I read a lot of whisky blogs. I peruse the message boards and the comment fields. Take the Whisky Advocate Blog from yesterday, for example, or even SKU's post about the Four Rose's Small Batch 2012. You've got people chiming in from all over the country, mentioning availability about this bottle in their neck of the woods. I get emails from customers who don't even shop with K&L, but read the blog and are looking for guidance regarding their own local selection. According to them, there seems to be a good amount of the Four Roses left in other parts of the country. I can tell you right now that this is not the case in California. Our local distributor, Wine Warehouse, got their supply of Four Roses about three weeks ago and we blew through our allocation in less than two days - and we never even put it on the shelf! That was merely through a mention on this blog and our insider email list - it all sold online in a flurry. When we sold out, I checked the stocks at other local stores and directed customers to various other locations that still had a bottle or two. Now it's gone forever and still there are plenty of people who want one, but couldn't get one (although I think Wally's still has a bottle left for $100 if you want to pay a little extra).
I can't even imagine putting something like Pappy or Stagg on the shelf. It would be absolute mayhem if that happened. There are literally fifteen to twenty people who call here every day to ask about these bottles, and another five to ten who send emails. Yet, I'm hearing from customers on the East Coast or in the South who can apparently just walk in to their local store and get these bottles off the shelf. Some stores even have last year's special editions as well! Even if I never mentioned the Pappy to our insider customers, or took it off the website for in-store-only sales, we would still sell through it in a day or two simply because of the amount of calls we get from people simply inquiring. They would be texting their friends if we said "yes," telling them to call the store immediately and we would be buried under a sea of requests (like when our website got overloaded during last year's Pappy sale).
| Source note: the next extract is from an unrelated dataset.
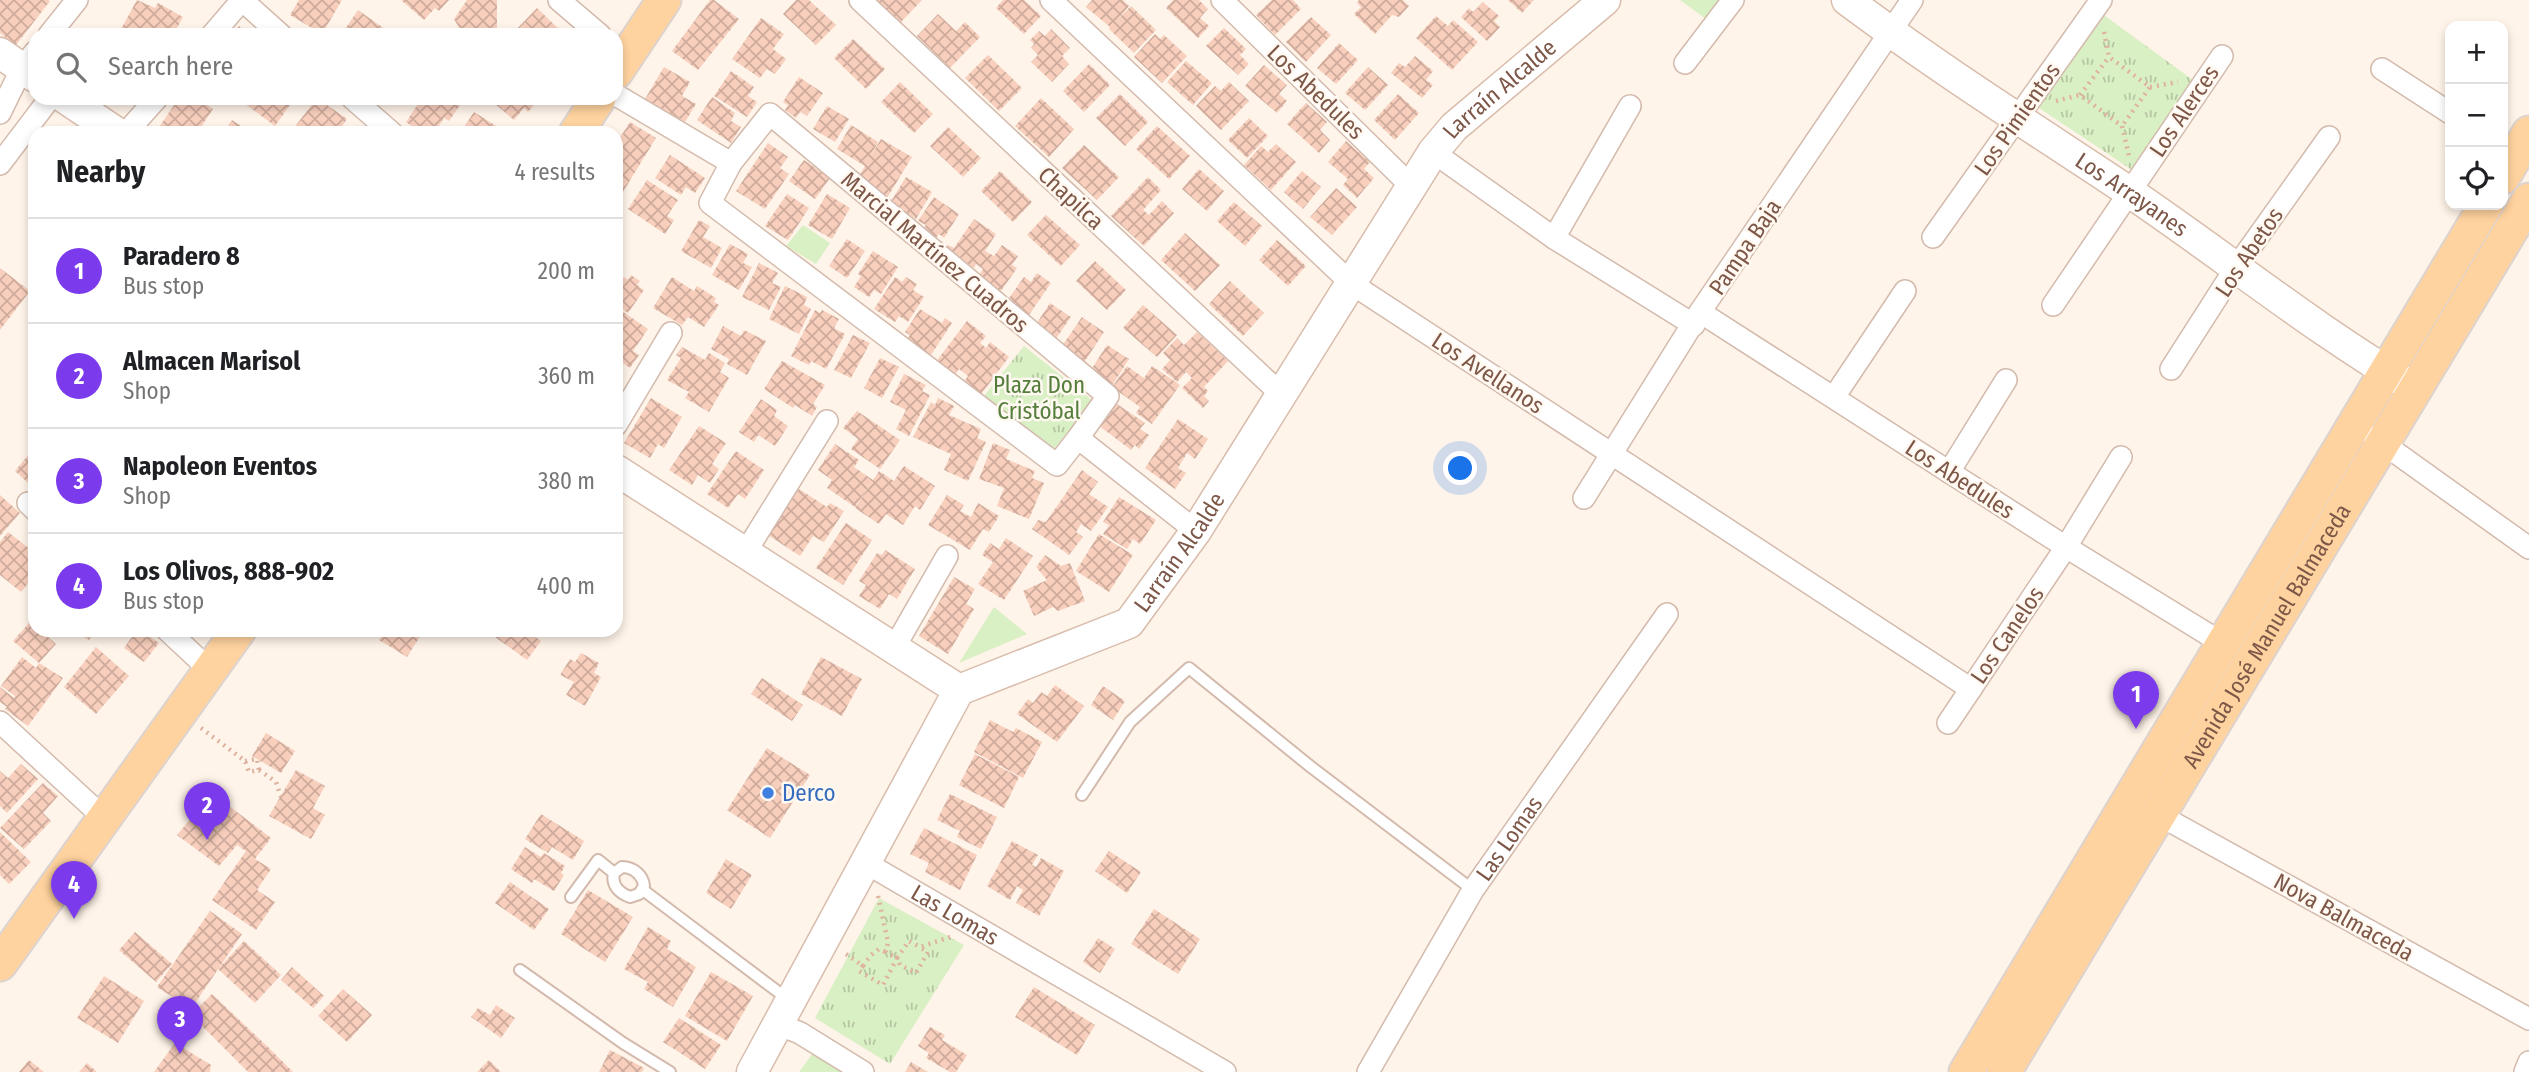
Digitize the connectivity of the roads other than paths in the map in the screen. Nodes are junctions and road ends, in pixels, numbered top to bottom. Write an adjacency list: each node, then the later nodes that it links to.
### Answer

I don't know if there are simply too many retailers, bars, and restaurants that are eating up our allocations or if it's just a greater public demand, but I can tell you right now that the demand in California for Bourbon seems to be crazier than any other region I know of. I don't know this for a fact, but it's what I've surmised by reading the accounts of other websites. When it comes to the BTAC or Pappy releases, as well as the Parker's Heritage stuff, our demand is so great that we have to raffle off the right to buy one. That's right - you have to actually be granted permission to give us your money. It's nuts! However, I heard from a customer last week who can get a bottle of Jefferson's Ocean at his local shop in Virginia whenever he wants. It's just sitting there he told me. As we all know, that bottle sold for $1000 on our auction site because no one had any in California.
If you live in California, you definitely have access to some of the greatest booze in the world, especially with so many quality retailers working hard on your behalf. It appears, however, that you need to be a bit more diligent to actually get it. There's some stiff competition out here. The demand has been so hairy with the Four Roses 2012 that I'm actually relieved it's over. When customers ask me if I can get get them a bottle of Pappy 15, the answer isn't technically "no." It's just that the odds are very, very low. As long as there's a chance, I'm willing to offer it to every loyal customer and they're more than happy to take it. Sometimes, however, it's simply easier to just say, "we're sold out," than to manage a wait list that will inevitably leave some customers out of the picture.
Now that John Hansell has given the Four Roses his personal seal of approval (ranked higher than anything in the BTAC), I'm sure there will be even more demand for the whiskey all over the U.S. It won't do anything to affect our sales out here, however, because we're already sold out for the year. We may have a reputation for being laid back in California, but we're anything but relaxed when it comes to Bourbon. We're rabid. We're insatiable. We're very competitive and we're always on the hunt for more.